In 2013, after the U.S. Supreme Court effectively legalized same-sex marriage in the United States, I asked a friend who lived in California if he planned to marry his long-term partner. My friend said that he would but only because his partner wanted to. He himself didn't seem to care, since California already guaranteed legal protections for domestic partnerships and he wasn't particularly enamored of the institution of marriage. However, if the man he loved had his heart set on it, then there was nothing he could do about it.

I thought about my friend when I read about the two recent Japanese court decisions regarding same-sex marriage and how these decisions could make it legal in Japan — the only Group of Seven country where such unions are not legal. A number of local governments have enacted ordinances that allow for LGBTQ couples to register as domestic partnerships in order to receive some of the benefits that married couples enjoy, but without a national law that normalizes wedlock for LGBTQ couples, such ordinances can only do so much.

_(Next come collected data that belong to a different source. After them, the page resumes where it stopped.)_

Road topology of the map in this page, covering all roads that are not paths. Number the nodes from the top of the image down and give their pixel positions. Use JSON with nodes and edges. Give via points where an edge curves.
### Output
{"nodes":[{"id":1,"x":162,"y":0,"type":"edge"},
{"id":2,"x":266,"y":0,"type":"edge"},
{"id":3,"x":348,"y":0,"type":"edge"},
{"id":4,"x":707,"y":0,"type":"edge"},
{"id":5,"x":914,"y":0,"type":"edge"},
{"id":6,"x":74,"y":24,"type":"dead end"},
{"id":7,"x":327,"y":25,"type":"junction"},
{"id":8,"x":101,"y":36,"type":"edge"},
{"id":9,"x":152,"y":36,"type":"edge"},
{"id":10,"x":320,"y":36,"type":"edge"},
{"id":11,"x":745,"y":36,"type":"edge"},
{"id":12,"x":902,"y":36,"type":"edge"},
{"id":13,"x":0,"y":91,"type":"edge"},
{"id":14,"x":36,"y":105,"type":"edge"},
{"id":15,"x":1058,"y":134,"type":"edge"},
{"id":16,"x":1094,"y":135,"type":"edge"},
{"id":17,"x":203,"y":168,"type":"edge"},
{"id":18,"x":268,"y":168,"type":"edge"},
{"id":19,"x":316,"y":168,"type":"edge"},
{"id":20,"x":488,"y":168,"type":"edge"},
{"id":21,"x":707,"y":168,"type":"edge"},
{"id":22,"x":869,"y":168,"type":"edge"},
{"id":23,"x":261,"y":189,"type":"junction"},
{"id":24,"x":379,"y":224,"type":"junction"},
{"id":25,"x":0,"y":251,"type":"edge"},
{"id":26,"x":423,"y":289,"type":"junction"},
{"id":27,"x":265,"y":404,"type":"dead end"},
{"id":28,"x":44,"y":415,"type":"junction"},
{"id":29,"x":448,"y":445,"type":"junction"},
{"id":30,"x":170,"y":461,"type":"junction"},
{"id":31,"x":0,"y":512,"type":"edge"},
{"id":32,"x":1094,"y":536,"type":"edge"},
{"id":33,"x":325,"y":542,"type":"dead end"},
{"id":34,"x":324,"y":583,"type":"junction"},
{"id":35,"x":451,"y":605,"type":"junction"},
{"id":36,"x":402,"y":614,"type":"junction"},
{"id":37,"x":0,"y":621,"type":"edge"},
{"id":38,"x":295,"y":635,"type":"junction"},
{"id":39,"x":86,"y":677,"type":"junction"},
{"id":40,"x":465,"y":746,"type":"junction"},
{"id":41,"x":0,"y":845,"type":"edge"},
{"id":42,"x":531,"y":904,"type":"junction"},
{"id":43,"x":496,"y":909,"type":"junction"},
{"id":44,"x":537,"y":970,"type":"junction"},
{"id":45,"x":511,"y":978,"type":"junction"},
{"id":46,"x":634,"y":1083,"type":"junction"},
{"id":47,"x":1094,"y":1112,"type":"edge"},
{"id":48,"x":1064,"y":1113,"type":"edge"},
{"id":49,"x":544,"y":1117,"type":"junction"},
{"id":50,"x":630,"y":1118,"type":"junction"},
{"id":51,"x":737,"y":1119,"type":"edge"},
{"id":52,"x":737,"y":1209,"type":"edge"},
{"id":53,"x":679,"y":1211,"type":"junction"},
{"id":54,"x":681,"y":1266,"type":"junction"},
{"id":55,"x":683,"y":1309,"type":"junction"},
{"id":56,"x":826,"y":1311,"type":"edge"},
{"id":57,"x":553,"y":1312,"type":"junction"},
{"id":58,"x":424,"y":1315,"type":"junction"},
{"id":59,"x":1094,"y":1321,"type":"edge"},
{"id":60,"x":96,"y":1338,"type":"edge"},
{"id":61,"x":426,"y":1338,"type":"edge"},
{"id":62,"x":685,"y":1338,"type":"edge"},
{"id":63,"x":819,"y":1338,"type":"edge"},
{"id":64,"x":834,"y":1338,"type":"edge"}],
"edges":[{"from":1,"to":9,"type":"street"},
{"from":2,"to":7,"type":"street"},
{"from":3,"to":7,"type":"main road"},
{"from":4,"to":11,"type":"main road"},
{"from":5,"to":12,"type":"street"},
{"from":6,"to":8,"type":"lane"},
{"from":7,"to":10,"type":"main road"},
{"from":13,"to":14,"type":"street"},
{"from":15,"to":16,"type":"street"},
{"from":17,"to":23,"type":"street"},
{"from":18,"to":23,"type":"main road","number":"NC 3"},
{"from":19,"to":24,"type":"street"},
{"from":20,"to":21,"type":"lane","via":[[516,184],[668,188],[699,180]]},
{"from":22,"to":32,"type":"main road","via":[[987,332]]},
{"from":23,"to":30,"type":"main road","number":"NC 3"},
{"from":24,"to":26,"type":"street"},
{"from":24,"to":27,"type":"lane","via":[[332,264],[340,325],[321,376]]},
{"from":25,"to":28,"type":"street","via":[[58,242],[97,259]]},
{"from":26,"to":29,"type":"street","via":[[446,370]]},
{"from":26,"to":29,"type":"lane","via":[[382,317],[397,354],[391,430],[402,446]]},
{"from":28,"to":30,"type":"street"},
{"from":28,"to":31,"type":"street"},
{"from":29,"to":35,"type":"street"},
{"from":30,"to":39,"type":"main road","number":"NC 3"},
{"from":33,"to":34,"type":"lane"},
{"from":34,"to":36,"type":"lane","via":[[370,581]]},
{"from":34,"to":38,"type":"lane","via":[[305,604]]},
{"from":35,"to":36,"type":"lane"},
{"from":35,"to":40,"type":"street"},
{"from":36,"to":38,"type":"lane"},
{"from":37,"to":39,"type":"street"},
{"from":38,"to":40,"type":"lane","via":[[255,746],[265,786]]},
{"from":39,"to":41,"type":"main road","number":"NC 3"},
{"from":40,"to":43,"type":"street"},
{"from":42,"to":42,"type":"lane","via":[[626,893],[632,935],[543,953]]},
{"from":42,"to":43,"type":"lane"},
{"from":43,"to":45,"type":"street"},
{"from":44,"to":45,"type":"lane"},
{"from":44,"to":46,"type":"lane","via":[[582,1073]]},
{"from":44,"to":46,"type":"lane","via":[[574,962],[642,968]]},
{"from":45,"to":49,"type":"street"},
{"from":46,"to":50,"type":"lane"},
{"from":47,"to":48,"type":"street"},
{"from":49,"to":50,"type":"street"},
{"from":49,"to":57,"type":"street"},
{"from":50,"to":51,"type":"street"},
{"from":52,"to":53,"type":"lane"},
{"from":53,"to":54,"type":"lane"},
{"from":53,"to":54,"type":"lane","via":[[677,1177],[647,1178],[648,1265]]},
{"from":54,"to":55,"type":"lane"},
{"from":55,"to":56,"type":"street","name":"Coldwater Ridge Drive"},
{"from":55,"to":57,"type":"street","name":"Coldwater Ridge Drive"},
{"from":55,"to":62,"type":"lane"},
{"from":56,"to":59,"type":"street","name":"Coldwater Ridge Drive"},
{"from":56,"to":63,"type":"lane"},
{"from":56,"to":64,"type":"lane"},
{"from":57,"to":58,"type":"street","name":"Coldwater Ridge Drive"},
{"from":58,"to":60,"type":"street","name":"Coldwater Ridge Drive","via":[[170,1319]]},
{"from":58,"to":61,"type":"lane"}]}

What's meaningful about these court decisions is that while they recognize that Japan shouldn't deny LGBTQ couples the same benefits that married heterosexual couples enjoy, such matters must be legislated. A March 18 editorial in the Sankei Shimbun disputed the decision in one of the cases, in which three same-sex couples sued the state in Sapporo District Court, saying their inability to marry violated Article 14 of the Constitution, which guarantees equal protection under the law. The court rejected the plaintiffs' claim for compensation but said that denying them the right to marry did indeed violate the Constitution. The plaintiffs deemed this a victory, since the compensation gambit was merely a means of getting the court to address the constitutionality question.